Иной характер имеет связь этнос – субэтносы. Под этим термином я разумею численно значительные группы внутри одного этноса, могущие несущественно отличаться друг от друга составом крови, диалектами одного языка, культурными и религиозными традициями. При этом абсолютно обязательным условием для отнесения общности к субэтносу данного этноса является общность происхождения, кровь, биометрическое единство по основным параметрам, хотя и не абсолютное.
Понятно поэтому, к примеру, что провансальцы, бретонцы и гасконцы, будучи разноэтничного происхождения, не являются субэтносами французского этноса, хоть и населяют Францию; шотландцы и валлийцы, населяющие Англию, не являются субэтносами английского этноса и т.д. И, напротив, саксонцы, баварцы и швабы – являются субэтносами немецкого этноса; белорусы, поморы, казаки, семейские – являются субэтносами русского этноса и т.д.
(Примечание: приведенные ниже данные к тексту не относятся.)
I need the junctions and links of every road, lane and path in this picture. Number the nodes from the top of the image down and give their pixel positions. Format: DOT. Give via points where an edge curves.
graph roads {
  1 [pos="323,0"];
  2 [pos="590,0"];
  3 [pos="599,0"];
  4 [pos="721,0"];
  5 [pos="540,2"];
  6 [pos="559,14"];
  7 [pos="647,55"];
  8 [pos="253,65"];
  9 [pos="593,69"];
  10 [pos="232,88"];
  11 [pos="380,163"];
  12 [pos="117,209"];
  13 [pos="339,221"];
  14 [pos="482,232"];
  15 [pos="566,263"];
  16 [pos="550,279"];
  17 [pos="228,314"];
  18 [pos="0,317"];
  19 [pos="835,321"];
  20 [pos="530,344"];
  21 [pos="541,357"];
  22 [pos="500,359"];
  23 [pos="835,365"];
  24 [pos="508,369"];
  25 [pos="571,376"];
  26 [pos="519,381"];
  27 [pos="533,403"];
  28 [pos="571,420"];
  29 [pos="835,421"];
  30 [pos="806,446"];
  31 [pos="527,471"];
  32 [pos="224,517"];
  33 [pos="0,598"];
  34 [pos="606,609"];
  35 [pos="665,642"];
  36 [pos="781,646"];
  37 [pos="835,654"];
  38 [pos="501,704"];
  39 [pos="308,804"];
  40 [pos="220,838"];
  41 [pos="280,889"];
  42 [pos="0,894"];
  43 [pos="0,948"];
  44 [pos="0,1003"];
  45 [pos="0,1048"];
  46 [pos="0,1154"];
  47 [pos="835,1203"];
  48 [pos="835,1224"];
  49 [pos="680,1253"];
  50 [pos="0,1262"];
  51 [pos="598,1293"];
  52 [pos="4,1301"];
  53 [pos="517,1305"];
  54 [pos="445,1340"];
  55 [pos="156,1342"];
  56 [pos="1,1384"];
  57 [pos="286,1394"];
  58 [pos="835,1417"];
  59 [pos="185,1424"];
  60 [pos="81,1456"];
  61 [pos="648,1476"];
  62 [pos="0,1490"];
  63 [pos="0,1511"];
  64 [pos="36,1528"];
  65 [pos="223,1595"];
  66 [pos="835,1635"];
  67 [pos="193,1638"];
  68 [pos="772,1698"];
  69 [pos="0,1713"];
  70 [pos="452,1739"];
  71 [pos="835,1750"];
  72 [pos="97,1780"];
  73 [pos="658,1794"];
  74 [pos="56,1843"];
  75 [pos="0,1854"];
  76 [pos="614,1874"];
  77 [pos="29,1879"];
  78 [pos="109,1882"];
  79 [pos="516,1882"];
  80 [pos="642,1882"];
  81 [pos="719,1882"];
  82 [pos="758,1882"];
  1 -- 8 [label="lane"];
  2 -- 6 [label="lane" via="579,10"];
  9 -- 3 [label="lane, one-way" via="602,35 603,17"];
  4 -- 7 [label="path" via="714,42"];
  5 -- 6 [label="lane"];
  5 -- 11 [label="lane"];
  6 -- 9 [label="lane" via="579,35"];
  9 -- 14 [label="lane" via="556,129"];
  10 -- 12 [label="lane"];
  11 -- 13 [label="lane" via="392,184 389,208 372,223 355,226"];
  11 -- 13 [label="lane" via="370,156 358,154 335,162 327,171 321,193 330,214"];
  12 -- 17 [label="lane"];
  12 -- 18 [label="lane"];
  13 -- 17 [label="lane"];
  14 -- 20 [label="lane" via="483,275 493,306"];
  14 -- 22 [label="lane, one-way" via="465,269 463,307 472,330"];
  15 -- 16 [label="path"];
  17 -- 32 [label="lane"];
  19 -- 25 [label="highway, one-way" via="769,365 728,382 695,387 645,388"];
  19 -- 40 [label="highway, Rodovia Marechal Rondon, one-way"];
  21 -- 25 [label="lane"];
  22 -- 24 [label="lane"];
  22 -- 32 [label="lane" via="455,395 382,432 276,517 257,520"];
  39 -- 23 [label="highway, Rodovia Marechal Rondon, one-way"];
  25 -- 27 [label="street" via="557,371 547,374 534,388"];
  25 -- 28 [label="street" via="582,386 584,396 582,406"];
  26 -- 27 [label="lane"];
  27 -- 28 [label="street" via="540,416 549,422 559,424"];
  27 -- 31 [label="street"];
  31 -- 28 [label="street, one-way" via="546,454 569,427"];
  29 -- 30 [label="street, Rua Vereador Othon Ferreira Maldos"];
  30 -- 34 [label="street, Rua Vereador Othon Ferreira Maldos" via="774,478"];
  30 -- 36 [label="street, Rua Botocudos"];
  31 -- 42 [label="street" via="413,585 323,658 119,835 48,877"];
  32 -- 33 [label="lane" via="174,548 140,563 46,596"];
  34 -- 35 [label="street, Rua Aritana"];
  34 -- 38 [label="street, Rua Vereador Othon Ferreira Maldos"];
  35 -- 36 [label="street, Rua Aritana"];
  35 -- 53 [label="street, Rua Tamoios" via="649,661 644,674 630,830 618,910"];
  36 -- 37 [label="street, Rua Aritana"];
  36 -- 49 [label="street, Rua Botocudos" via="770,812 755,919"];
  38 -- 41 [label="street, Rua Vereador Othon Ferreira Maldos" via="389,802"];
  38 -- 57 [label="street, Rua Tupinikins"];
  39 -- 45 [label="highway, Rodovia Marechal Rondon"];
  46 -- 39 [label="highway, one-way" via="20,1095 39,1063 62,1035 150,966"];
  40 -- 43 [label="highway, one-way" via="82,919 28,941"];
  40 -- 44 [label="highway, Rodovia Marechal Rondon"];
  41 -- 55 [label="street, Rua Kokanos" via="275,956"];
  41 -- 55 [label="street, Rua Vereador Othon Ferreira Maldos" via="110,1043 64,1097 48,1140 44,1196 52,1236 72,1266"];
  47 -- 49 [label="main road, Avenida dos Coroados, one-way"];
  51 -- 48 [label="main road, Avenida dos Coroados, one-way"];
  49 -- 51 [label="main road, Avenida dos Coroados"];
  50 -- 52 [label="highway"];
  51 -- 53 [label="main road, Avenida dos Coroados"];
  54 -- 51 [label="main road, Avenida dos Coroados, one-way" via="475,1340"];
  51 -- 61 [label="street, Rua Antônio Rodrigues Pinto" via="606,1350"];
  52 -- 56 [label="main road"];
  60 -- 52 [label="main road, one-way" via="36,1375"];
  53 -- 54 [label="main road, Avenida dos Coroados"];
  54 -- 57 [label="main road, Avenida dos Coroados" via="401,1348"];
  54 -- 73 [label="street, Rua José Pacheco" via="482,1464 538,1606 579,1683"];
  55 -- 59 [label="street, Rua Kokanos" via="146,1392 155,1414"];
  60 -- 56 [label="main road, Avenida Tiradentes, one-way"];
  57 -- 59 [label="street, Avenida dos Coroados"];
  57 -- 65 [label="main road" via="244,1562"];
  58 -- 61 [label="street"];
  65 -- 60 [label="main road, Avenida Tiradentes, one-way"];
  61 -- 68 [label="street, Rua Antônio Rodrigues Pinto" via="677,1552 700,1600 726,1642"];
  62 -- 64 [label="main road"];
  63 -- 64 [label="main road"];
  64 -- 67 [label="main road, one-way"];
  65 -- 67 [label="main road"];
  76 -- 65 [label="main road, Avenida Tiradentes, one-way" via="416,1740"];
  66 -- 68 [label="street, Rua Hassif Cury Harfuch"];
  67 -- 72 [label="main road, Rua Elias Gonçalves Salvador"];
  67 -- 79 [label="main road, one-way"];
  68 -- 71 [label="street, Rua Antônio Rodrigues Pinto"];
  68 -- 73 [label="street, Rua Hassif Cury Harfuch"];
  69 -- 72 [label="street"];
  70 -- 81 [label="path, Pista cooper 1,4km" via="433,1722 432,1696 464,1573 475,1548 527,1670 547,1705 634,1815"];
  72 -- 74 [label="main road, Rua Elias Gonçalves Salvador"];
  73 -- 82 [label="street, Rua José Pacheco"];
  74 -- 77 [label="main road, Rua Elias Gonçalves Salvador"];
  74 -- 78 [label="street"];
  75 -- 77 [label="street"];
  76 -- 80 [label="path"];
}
Расовую общность мы не берем тут в рассмотрение, это другой уровень родства. Но вновь подчеркнем, что первоначален процесс дробления рас на этносы путем дивергенции, миграции и метисации (так возникли некогда германцы, славяне, финны, кельты и др. – все этносы-европеоиды кроманьонского извода). Затем эти этносы, в свою очередь, проходят такой же процесс дробления, порождая новые этносы и обретая при этом статус суперэтносов. А новые этносы тем же путем начинают дробиться на субэтносы и т.д. Таким образом, если взять, к примеру, цепочку: поморы – русские – славяне – европеоиды – кроманьонцы, то мы увидим восходящую лесенку: субэтнос – этнос – суперэтнос – раса – протораса.
Никакой статус не дается этнической общности раз и навсегда в неизменном виде. По мере количественного накопления существенных изменений может произойти диалектический скачок качества – и тогда, например, субэтнос войдет в процесс этногенеза, чтобы отделиться от базового этноса и самому стать новым этносом. (Когда-то так произошло со швейцарцами, оторвавшимися от германцев, а сегодня это происходит с украинцами, оторвавшимися от русских и находящимися в активной стадии этногенеза, и т.п.) А этнос, размножившись, раскинувшись по территориям и континентам, может превратиться в суперэтнос, как это когда-то произошло со славянами, германцами, тюрками и т.д., а сегодня случилось с англичанами, давшими старт этногенезу австралийцев, новозеландцев, англо-канадцев, американских англо-саксов и т.д., которые, осознавая вполне свое родство и помня о своем происхождении, уже не считают, однако, себя англичанами.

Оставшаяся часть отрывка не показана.